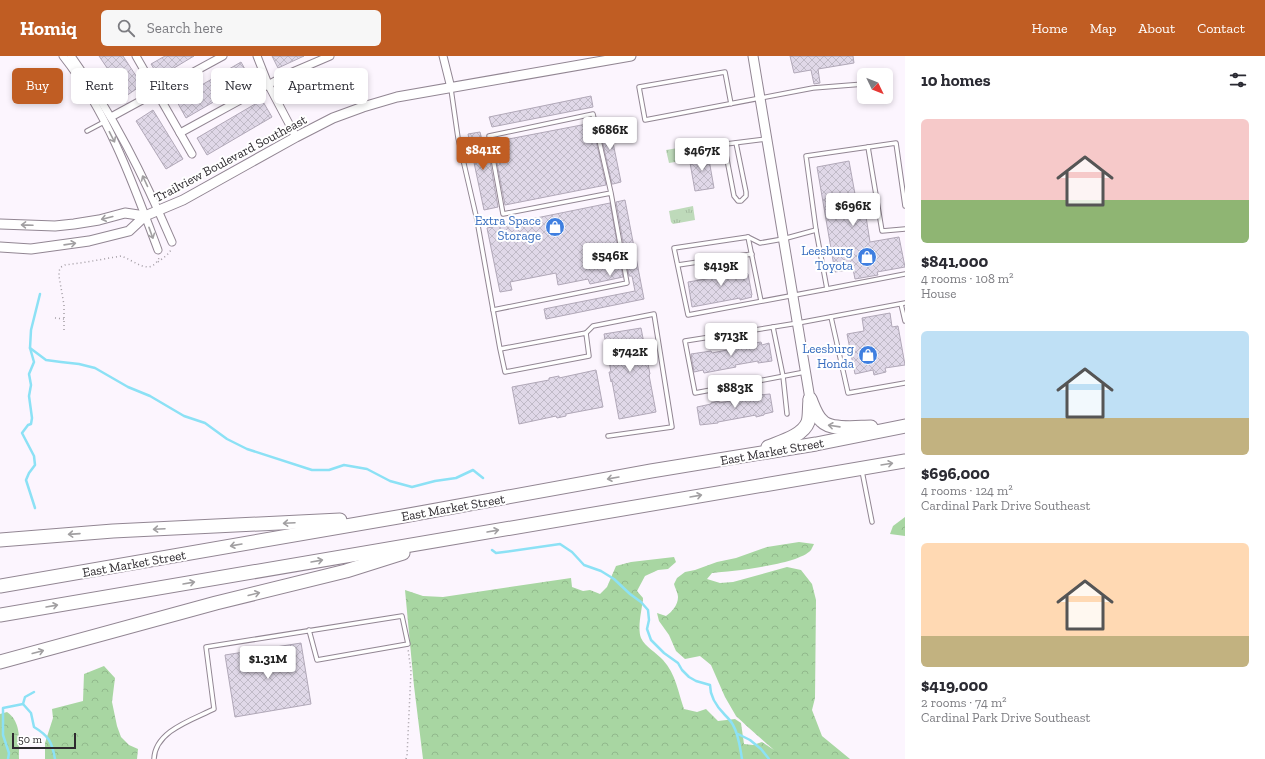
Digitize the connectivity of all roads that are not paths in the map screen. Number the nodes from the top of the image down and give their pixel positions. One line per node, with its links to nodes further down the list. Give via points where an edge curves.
1 (63, 56): 21 (street)
2 (71, 56): 20 (street)
3 (223, 56): 12 (street)
4 (256, 56): 13 (street)
5 (330, 56): 13 (street)
6 (443, 56): 15 (street)
7 (631, 56): 10 (street, Trailview Boulevard Southeast)
8 (753, 56): 16 (street)
9 (138, 57): 11 (street)
10 (617, 57): 15 (street, Trailview Boulevard Southeast)
11 (144, 68)
12 (201, 68)
13 (268, 84): 23 (street); 24 (street)
14 (857, 85): 16 (lane, via 813,88)
15 (451, 88): 24 (street, Trailview Boulevard Southeast, via 397,97 363,106); 50 (lane, via 458,138)
16 (760, 99): 19 (lane); 25 (street)
17 (136, 104): 20 (street)
18 (164, 104): 23 (street)
19 (731, 104): 19 (lane, via 645,120 639,87 725,72)
20 (111, 117): 33 (street, one-way to 20)
21 (104, 122): 22 (lane); 34 (street, one-way to 34, via 129,174)
22 (87, 131)
23 (180, 133): 30 (street)
24 (296, 137): 33 (street, Trailview Boulevard Southeast, via 183,200)
25 (767, 139): 26 (lane); 39 (street)
26 (736, 143): 27 (lane); 27 (lane, via 746,192 741,201 734,196)
27 (724, 144): 28 (lane)
28 (702, 147)
29 (868, 147): 32 (lane, via 896,143); 36 (lane, via 882,231); 37 (lane, via 806,156)
30 (192, 154)
31 (611, 193): 31 (lane, via 594,114 489,136 503,214); 50 (lane, via 627,283)
32 (905, 206)
33 (158, 211): 34 (street, Trailview Boulevard Southeast); 40 (street)
34 (145, 216): 35 (street, Trailview Boulevard Southeast, one-way to 35, via 125,213 99,220 55,226); 41 (street, Trailview Boulevard Southeast, one-way to 34, via 31,249 89,241 129,230); 42 (street, one-way to 42)
35 (0, 224)
36 (905, 229)
37 (816, 230): 39 (lane); 46 (lane)
38 (748, 238): 39 (lane, via 760,242); 43 (lane); 44 (lane, via 674,248)
39 (783, 238): 47 (street)
40 (172, 242)
41 (0, 246)
42 (158, 250)
43 (752, 254): 44 (lane); 48 (lane)
44 (678, 265): 48 (lane, via 688,315)
45 (905, 274): 46 (lane)
46 (827, 289): 47 (lane)
47 (793, 295): 48 (lane); 53 (street)
48 (761, 301)
49 (903, 303): 51 (lane); 52 (lane)
50 (493, 310): 56 (lane)
51 (831, 317): 53 (lane); 59 (lane, via 848,393)
52 (905, 321)
53 (798, 323): 54 (lane); 57 (street)
54 (774, 327): 58 (lane); 58 (lane, via 685,341 695,393)
55 (586, 333): 56 (lane); 56 (lane, via 588,356 505,372); 63 (lane, via 593,326 654,314 672,428)
56 (500, 349)
57 (806, 372): 58 (lane); 60 (street)
58 (783, 376): 61 (lane)
59 (905, 383)
60 (810, 399): 62 (highway, one-way to 60, via 830,426 820,419); 64 (highway, via 808,423 800,432)
61 (788, 414)
62 (903, 426): 64 (highway, East Market Street)
63 (608, 436)
64 (750, 455): 67 (highway, East Market Street, one-way to 67)
65 (905, 461): 66 (highway, one-way to 65)
66 (861, 468): 68 (lane); 69 (highway, one-way to 66)
67 (398, 517): 70 (highway, one-way to 70, via 113,531); 71 (highway, East Market Street, one-way to 71)
68 (872, 522)
69 (455, 537): 72 (highway, one-way to 69); 74 (highway, one-way to 69, via 346,571)
70 (0, 540)
71 (0, 586)
72 (0, 615)
73 (309, 630): 73 (lane, via 402,616 408,644 317,660); 75 (lane, via 206,646 214,709 170,731 159,742)
74 (0, 662)
75 (154, 759)

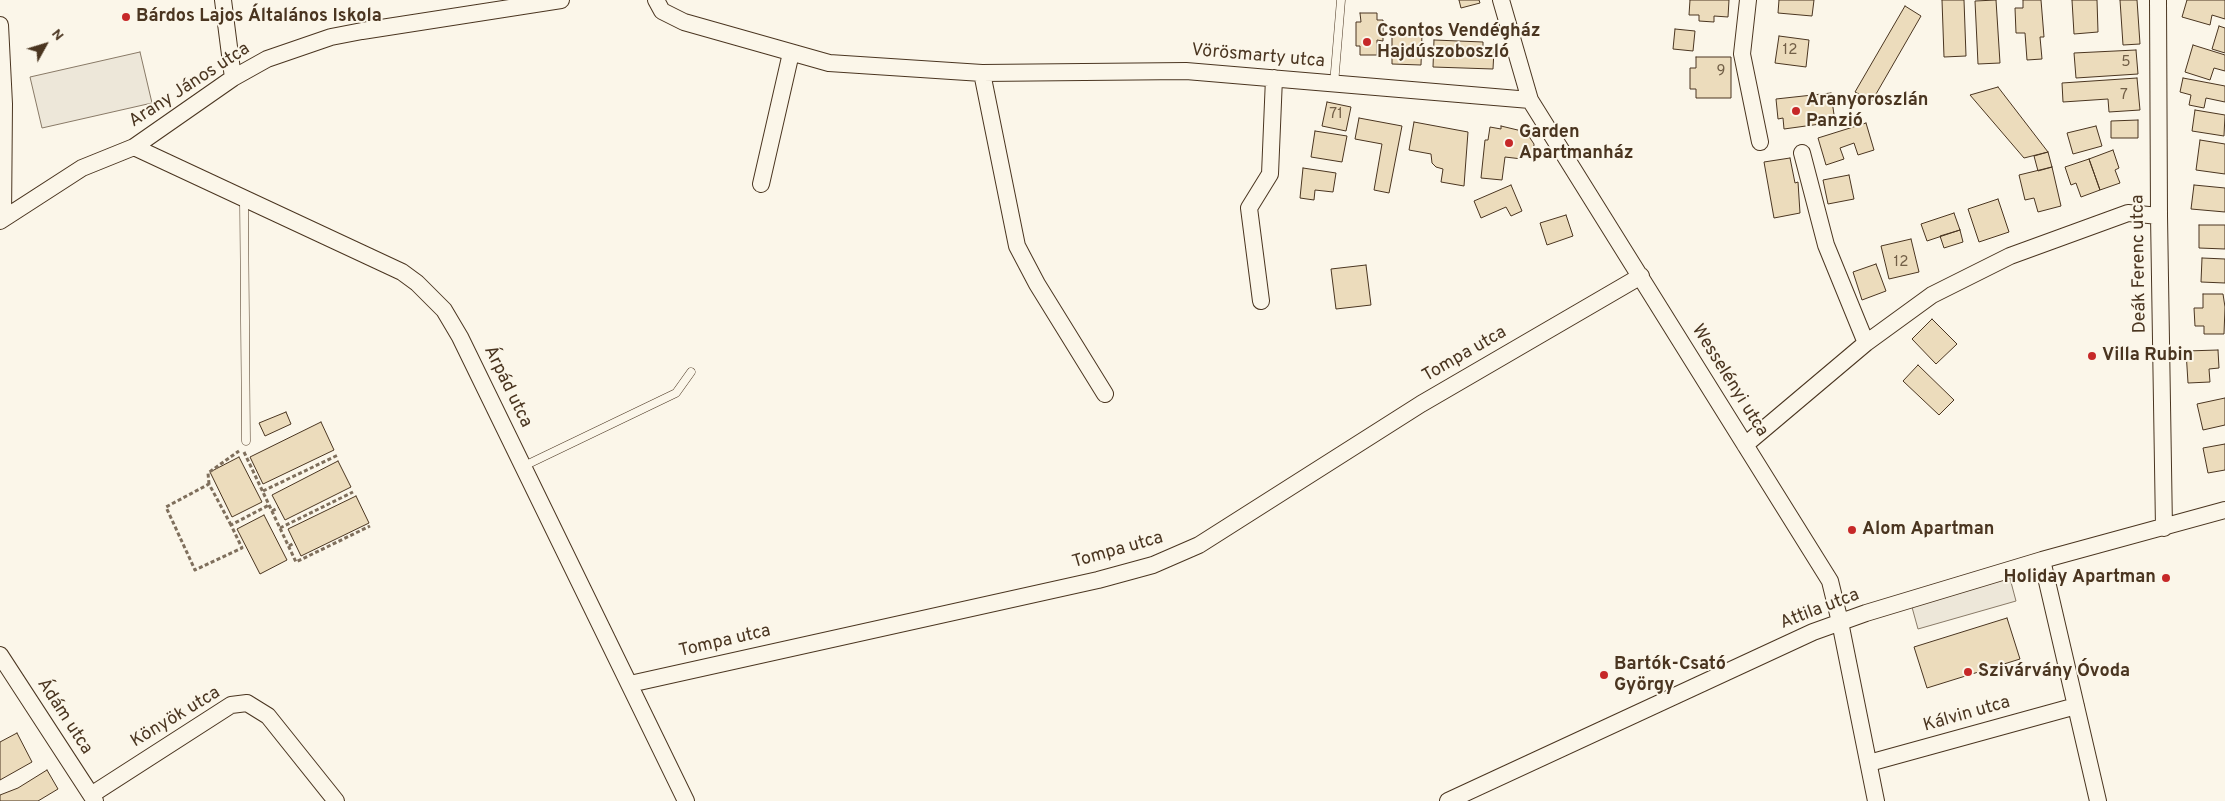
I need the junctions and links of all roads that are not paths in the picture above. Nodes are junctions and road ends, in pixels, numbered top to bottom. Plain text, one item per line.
1 (223, 0) edge
2 (561, 0) edge
3 (656, 0) edge
4 (1341, 0) edge
5 (1500, 0) edge
6 (1748, 0) edge
7 (2158, 0) edge
8 (0, 25) edge
9 (791, 53) junction
10 (982, 73) junction
11 (233, 78) junction
12 (1274, 78) junction
13 (1334, 84) junction
14 (1530, 100) junction
15 (1760, 142) dead end
16 (134, 147) junction
17 (1802, 153) dead end
18 (761, 184) dead end
19 (244, 200) junction
20 (2158, 216) junction
21 (1, 220) edge
22 (1641, 276) junction
23 (1261, 301) dead end
24 (1866, 343) junction
25 (691, 372) dead end
26 (1105, 394) dead end
27 (246, 441) dead end
28 (1745, 445) junction
29 (524, 466) junction
30 (2225, 510) edge
31 (2164, 528) junction
32 (2042, 560) junction
33 (1840, 622) junction
34 (0, 655) edge
35 (630, 684) junction
36 (2076, 706) junction
37 (1868, 763) junction
38 (93, 798) edge
39 (336, 801) edge
40 (686, 801) edge
41 (1448, 801) edge
42 (1876, 801) edge
43 (2098, 801) edge

1 - 11 street
2 - 11 street, Arany János utca
3 - 9 street, Vörösmarty utca
4 - 13 lane
5 - 14 street, Wesselényi utca
6 - 15 street
7 - 20 street, Deák Ferenc utca
8 - 21 street
9 - 10 street, Vörösmarty utca
9 - 18 street
10 - 12 street, Vörösmarty utca
10 - 26 street
11 - 16 street, Arany János utca
12 - 13 street, Vörösmarty utca
12 - 23 street
13 - 14 street, Vörösmarty utca
14 - 22 street, Wesselényi utca
16 - 19 street, Árpád utca
16 - 21 street, Arany János utca
17 - 24 street
19 - 27 lane
19 - 29 street, Árpád utca
20 - 24 street
20 - 31 street, Deák Ferenc utca
22 - 28 street, Wesselényi utca
22 - 35 street, Tompa utca
24 - 28 street
25 - 29 lane
28 - 33 street, Wesselényi utca
29 - 35 street, Árpád utca
30 - 31 street, Attila utca
31 - 32 street, Attila utca
32 - 33 street, Attila utca
32 - 36 street
33 - 37 street, Wesselényi utca
33 - 41 street, Attila utca
34 - 38 street, Ádám utca
35 - 40 street, Árpád utca
36 - 37 street, Kálvin utca
36 - 43 street
37 - 42 street, Wesselényi utca
38 - 39 street, Könyök utca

* [WHAT IS EXPECTED] Would you write out each entry word for word and omit the images?

* [OUTPUT FOR THIS TASK]
Digitize the connectivity of all roads that are not paths in the map screen. Number the nodes from the top of the image down and give their pixel positions. One line per node, with its links to nodes further down the list. Give via points where an edge curves.
1 (63, 56): 21 (street)
2 (71, 56): 20 (street)
3 (223, 56): 12 (street)
4 (256, 56): 13 (street)
5 (330, 56): 13 (street)
6 (443, 56): 15 (street)
7 (631, 56): 10 (street, Trailview Boulevard Southeast)
8 (753, 56): 16 (street)
9 (138, 57): 11 (street)
10 (617, 57): 15 (street, Trailview Boulevard Southeast)
11 (144, 68)
12 (201, 68)
13 (268, 84): 23 (street); 24 (street)
14 (857, 85): 16 (lane, via 813,88)
15 (451, 88): 24 (street, Trailview Boulevard Southeast, via 397,97 363,106); 50 (lane, via 458,138)
16 (760, 99): 19 (lane); 25 (street)
17 (136, 104): 20 (street)
18 (164, 104): 23 (street)
19 (731, 104): 19 (lane, via 645,120 639,87 725,72)
20 (111, 117): 33 (street, one-way to 20)
21 (104, 122): 22 (lane); 34 (street, one-way to 34, via 129,174)
22 (87, 131)
23 (180, 133): 30 (street)
24 (296, 137): 33 (street, Trailview Boulevard Southeast, via 183,200)
25 (767, 139): 26 (lane); 39 (street)
26 (736, 143): 27 (lane); 27 (lane, via 746,192 741,201 734,196)
27 (724, 144): 28 (lane)
28 (702, 147)
29 (868, 147): 32 (lane, via 896,143); 36 (lane, via 882,231); 37 (lane, via 806,156)
30 (192, 154)
31 (611, 193): 31 (lane, via 594,114 489,136 503,214); 50 (lane, via 627,283)
32 (905, 206)
33 (158, 211): 34 (street, Trailview Boulevard Southeast); 40 (street)
34 (145, 216): 35 (street, Trailview Boulevard Southeast, one-way to 35, via 125,213 99,220 55,226); 41 (street, Trailview Boulevard Southeast, one-way to 34, via 31,249 89,241 129,230); 42 (street, one-way to 42)
35 (0, 224)
36 (905, 229)
37 (816, 230): 39 (lane); 46 (lane)
38 (748, 238): 39 (lane, via 760,242); 43 (lane); 44 (lane, via 674,248)
39 (783, 238): 47 (street)
40 (172, 242)
41 (0, 246)
42 (158, 250)
43 (752, 254): 44 (lane); 48 (lane)
44 (678, 265): 48 (lane, via 688,315)
45 (905, 274): 46 (lane)
46 (827, 289): 47 (lane)
47 (793, 295): 48 (lane); 53 (street)
48 (761, 301)
49 (903, 303): 51 (lane); 52 (lane)
50 (493, 310): 56 (lane)
51 (831, 317): 53 (lane); 59 (lane, via 848,393)
52 (905, 321)
53 (798, 323): 54 (lane); 57 (street)
54 (774, 327): 58 (lane); 58 (lane, via 685,341 695,393)
55 (586, 333): 56 (lane); 56 (lane, via 588,356 505,372); 63 (lane, via 593,326 654,314 672,428)
56 (500, 349)
57 (806, 372): 58 (lane); 60 (street)
58 (783, 376): 61 (lane)
59 (905, 383)
60 (810, 399): 62 (highway, one-way to 60, via 830,426 820,419); 64 (highway, via 808,423 800,432)
61 (788, 414)
62 (903, 426): 64 (highway, East Market Street)
63 (608, 436)
64 (750, 455): 67 (highway, East Market Street, one-way to 67)
65 (905, 461): 66 (highway, one-way to 65)
66 (861, 468): 68 (lane); 69 (highway, one-way to 66)
67 (398, 517): 70 (highway, one-way to 70, via 113,531); 71 (highway, East Market Street, one-way to 71)
68 (872, 522)
69 (455, 537): 72 (highway, one-way to 69); 74 (highway, one-way to 69, via 346,571)
70 (0, 540)
71 (0, 586)
72 (0, 615)
73 (309, 630): 73 (lane, via 402,616 408,644 317,660); 75 (lane, via 206,646 214,709 170,731 159,742)
74 (0, 662)
75 (154, 759)

I need the junctions and links of all roads that are not paths in the picture above. Nodes are junctions and road ends, in pixels, numbered top to bottom. Plain text, one item per line.
1 (223, 0) edge
2 (561, 0) edge
3 (656, 0) edge
4 (1341, 0) edge
5 (1500, 0) edge
6 (1748, 0) edge
7 (2158, 0) edge
8 (0, 25) edge
9 (791, 53) junction
10 (982, 73) junction
11 (233, 78) junction
12 (1274, 78) junction
13 (1334, 84) junction
14 (1530, 100) junction
15 (1760, 142) dead end
16 (134, 147) junction
17 (1802, 153) dead end
18 (761, 184) dead end
19 (244, 200) junction
20 (2158, 216) junction
21 (1, 220) edge
22 (1641, 276) junction
23 (1261, 301) dead end
24 (1866, 343) junction
25 (691, 372) dead end
26 (1105, 394) dead end
27 (246, 441) dead end
28 (1745, 445) junction
29 (524, 466) junction
30 (2225, 510) edge
31 (2164, 528) junction
32 (2042, 560) junction
33 (1840, 622) junction
34 (0, 655) edge
35 (630, 684) junction
36 (2076, 706) junction
37 (1868, 763) junction
38 (93, 798) edge
39 (336, 801) edge
40 (686, 801) edge
41 (1448, 801) edge
42 (1876, 801) edge
43 (2098, 801) edge

1 - 11 street
2 - 11 street, Arany János utca
3 - 9 street, Vörösmarty utca
4 - 13 lane
5 - 14 street, Wesselényi utca
6 - 15 street
7 - 20 street, Deák Ferenc utca
8 - 21 street
9 - 10 street, Vörösmarty utca
9 - 18 street
10 - 12 street, Vörösmarty utca
10 - 26 street
11 - 16 street, Arany János utca
12 - 13 street, Vörösmarty utca
12 - 23 street
13 - 14 street, Vörösmarty utca
14 - 22 street, Wesselényi utca
16 - 19 street, Árpád utca
16 - 21 street, Arany János utca
17 - 24 street
19 - 27 lane
19 - 29 street, Árpád utca
20 - 24 street
20 - 31 street, Deák Ferenc utca
22 - 28 street, Wesselényi utca
22 - 35 street, Tompa utca
24 - 28 street
25 - 29 lane
28 - 33 street, Wesselényi utca
29 - 35 street, Árpád utca
30 - 31 street, Attila utca
31 - 32 street, Attila utca
32 - 33 street, Attila utca
32 - 36 street
33 - 37 street, Wesselényi utca
33 - 41 street, Attila utca
34 - 38 street, Ádám utca
35 - 40 street, Árpád utca
36 - 37 street, Kálvin utca
36 - 43 street
37 - 42 street, Wesselényi utca
38 - 39 street, Könyök utca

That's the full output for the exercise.